A Decade Later: New Markets Tax Credit Created Half A Million Jobs

Newly Released Data Sheds Light on Impact of Credit, Underscores Potential Impact of Looming Expiration

Washington, D.C. – This year marked 10 years since the first New Markets Tax Credit (NMTC) projects were financed. Data from the program’s first 10 years – including new numbers just released last week—indicates the NMTC has created more than 550,000 jobs and leveraged over $60 billion in capital for economically distressed rural and urban communities.
“This new data reinforces what we already know – that the New Markets Tax Credit is having a substantial and meaningful impact on underserved communities throughout the country,” said New Markets Tax Credit Coalition President Jose Villalobos. “In the decade since its implementation, this Credit has put more than half a million people in areas plagued by low incomes and high unemployment back to work, stimulating economic development and revitalizing their communities in the process.”

The announcement came during the New Markets Tax Credit Coalition’s annual conference last week in Washington, D.C., amidst the final stages of the first year of the very contentious 113th Congress. With the expiration of the Credit looming at the end of this month, Rep. Richard Neal (D-Mass.), who sits on the House Ways and Means Committee, delivered a keynote address during the event and expressed his optimism that the New Markets Tax Credit would be extended, and would survive any efforts to reform the tax code, as well.

“I think the New Markets initiative, because it uses the code so skillfully, has a great standing on both sides of the aisle,” Neal said.

In addition to Rep. Neal’s keynote, the conference included presentations and panel discussions featuring Treasury Department officials, and industry experts, who offered their insights on prospects for tax reform in this Congress, as well as an investor roundtable, designed to provide conference participants with insight into investor views on the Credit.

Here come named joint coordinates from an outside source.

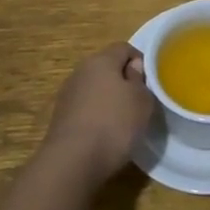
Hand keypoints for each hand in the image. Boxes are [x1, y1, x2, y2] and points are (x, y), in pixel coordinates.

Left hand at [39, 43, 153, 186]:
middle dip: (123, 80)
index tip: (150, 82)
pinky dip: (95, 116)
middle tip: (138, 101)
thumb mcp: (142, 100)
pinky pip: (84, 108)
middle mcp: (81, 71)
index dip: (140, 61)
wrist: (72, 161)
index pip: (124, 48)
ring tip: (122, 122)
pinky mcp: (60, 117)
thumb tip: (132, 68)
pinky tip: (104, 135)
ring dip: (108, 99)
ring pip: (94, 88)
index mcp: (101, 60)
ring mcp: (67, 94)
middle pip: (107, 67)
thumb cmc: (114, 124)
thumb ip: (140, 79)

All of these discussions underscored the vital role of the New Markets Tax Credit in helping stimulate private investment in capital-starved communities, kick-starting their economies, revitalizing their neighborhoods and creating much-needed jobs in a way that might otherwise have been elusive, if not impossible.

“In my experience, the New Markets Tax Credit enables impactful projects that otherwise would have no pathway to move forward, to come to fruition,” said Judith Kende, Senior Vice President of the Low Income Investment Fund, on a media call during the conference. “These projects create critical jobs, provide important goods and services and help transform low income communities.”

During the call, Clearinghouse CDFI President and CEO Doug Bystry underscored this point when he shared how his organization recently helped finance an expansion and renovation for Nevada’s largest animal shelter and adoption center.

“The planned construction of an eight-acre campus in the Las Vegas area will alleviate overcrowding by creating a new adoption center, as well as establishing an education wing within the administration building,” said Bystry. “The project will create over 100 construction jobs, as well as several new permanent employment opportunities and hundreds of volunteer opportunities for the surrounding communities. It will also provide important health and safety services to residents throughout Las Vegas and southern Nevada.”

Meanwhile, CEI Capital Management LLC CEO Charlie Spies painted a broader picture of his organization’s impact through the Credit.

“The New Markets Tax Credit has enabled us to provide over $700 million in funding for almost 80 businesses and economic development projects, in Maine and throughout rural America,” said Spies. “These investments led to the creation of nearly 7,000 jobs, helping create economically and environmentally healthy communities in which all people, especially those with low incomes, can reach their full potential.”

The current authorization for New Markets Tax Credit expires on December 31, 2013. Unless Congress acts to extend the NMTC, businesses and communities across the country will lose this important, and, in many instances, only source of capital.